START DATA UNDER STUDY

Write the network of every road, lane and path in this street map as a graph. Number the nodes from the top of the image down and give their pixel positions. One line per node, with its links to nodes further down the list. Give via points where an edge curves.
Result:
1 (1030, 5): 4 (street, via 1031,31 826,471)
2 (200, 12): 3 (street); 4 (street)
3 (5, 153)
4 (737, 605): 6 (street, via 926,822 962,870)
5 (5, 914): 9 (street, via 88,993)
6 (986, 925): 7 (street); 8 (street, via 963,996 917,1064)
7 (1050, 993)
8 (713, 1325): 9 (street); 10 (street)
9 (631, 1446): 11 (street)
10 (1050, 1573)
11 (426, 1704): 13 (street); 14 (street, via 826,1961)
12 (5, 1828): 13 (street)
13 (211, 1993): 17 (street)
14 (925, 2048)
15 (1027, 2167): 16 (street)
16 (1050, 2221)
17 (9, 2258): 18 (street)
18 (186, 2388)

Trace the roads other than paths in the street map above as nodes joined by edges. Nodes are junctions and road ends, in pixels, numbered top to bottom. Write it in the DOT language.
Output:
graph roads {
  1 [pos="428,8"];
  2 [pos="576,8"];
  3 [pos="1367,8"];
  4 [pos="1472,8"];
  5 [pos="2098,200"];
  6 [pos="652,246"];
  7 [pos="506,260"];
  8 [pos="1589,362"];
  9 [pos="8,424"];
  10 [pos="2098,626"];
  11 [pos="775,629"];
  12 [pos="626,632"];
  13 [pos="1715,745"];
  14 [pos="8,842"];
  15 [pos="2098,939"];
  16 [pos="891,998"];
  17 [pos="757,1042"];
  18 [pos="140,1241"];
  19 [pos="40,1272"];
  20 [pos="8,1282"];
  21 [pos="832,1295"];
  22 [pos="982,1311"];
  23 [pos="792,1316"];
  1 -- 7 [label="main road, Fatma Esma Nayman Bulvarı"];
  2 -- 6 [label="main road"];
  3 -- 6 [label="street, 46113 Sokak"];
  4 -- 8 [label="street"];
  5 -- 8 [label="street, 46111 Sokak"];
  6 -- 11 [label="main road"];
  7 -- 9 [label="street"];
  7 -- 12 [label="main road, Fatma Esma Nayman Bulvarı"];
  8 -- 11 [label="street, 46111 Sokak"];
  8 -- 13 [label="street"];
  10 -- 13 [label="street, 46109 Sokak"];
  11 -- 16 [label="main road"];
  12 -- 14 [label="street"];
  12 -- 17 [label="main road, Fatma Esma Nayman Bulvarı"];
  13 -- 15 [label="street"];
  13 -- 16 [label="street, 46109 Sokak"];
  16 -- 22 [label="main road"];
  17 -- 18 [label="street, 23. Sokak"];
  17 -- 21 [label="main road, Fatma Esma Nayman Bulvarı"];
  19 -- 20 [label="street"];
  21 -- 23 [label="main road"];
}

END DATA UNDER STUDY

__YOUR GOAL__. Restate the data above word for word, please.

__ANSWER BELOW__.
Write the network of every road, lane and path in this street map as a graph. Number the nodes from the top of the image down and give their pixel positions. One line per node, with its links to nodes further down the list. Give via points where an edge curves.
Result:
1 (1030, 5): 4 (street, via 1031,31 826,471)
2 (200, 12): 3 (street); 4 (street)
3 (5, 153)
4 (737, 605): 6 (street, via 926,822 962,870)
5 (5, 914): 9 (street, via 88,993)
6 (986, 925): 7 (street); 8 (street, via 963,996 917,1064)
7 (1050, 993)
8 (713, 1325): 9 (street); 10 (street)
9 (631, 1446): 11 (street)
10 (1050, 1573)
11 (426, 1704): 13 (street); 14 (street, via 826,1961)
12 (5, 1828): 13 (street)
13 (211, 1993): 17 (street)
14 (925, 2048)
15 (1027, 2167): 16 (street)
16 (1050, 2221)
17 (9, 2258): 18 (street)
18 (186, 2388)

Trace the roads other than paths in the street map above as nodes joined by edges. Nodes are junctions and road ends, in pixels, numbered top to bottom. Write it in the DOT language.
Output:
graph roads {
  1 [pos="428,8"];
  2 [pos="576,8"];
  3 [pos="1367,8"];
  4 [pos="1472,8"];
  5 [pos="2098,200"];
  6 [pos="652,246"];
  7 [pos="506,260"];
  8 [pos="1589,362"];
  9 [pos="8,424"];
  10 [pos="2098,626"];
  11 [pos="775,629"];
  12 [pos="626,632"];
  13 [pos="1715,745"];
  14 [pos="8,842"];
  15 [pos="2098,939"];
  16 [pos="891,998"];
  17 [pos="757,1042"];
  18 [pos="140,1241"];
  19 [pos="40,1272"];
  20 [pos="8,1282"];
  21 [pos="832,1295"];
  22 [pos="982,1311"];
  23 [pos="792,1316"];
  1 -- 7 [label="main road, Fatma Esma Nayman Bulvarı"];
  2 -- 6 [label="main road"];
  3 -- 6 [label="street, 46113 Sokak"];
  4 -- 8 [label="street"];
  5 -- 8 [label="street, 46111 Sokak"];
  6 -- 11 [label="main road"];
  7 -- 9 [label="street"];
  7 -- 12 [label="main road, Fatma Esma Nayman Bulvarı"];
  8 -- 11 [label="street, 46111 Sokak"];
  8 -- 13 [label="street"];
  10 -- 13 [label="street, 46109 Sokak"];
  11 -- 16 [label="main road"];
  12 -- 14 [label="street"];
  12 -- 17 [label="main road, Fatma Esma Nayman Bulvarı"];
  13 -- 15 [label="street"];
  13 -- 16 [label="street, 46109 Sokak"];
  16 -- 22 [label="main road"];
  17 -- 18 [label="street, 23. Sokak"];
  17 -- 21 [label="main road, Fatma Esma Nayman Bulvarı"];
  19 -- 20 [label="street"];
  21 -- 23 [label="main road"];
}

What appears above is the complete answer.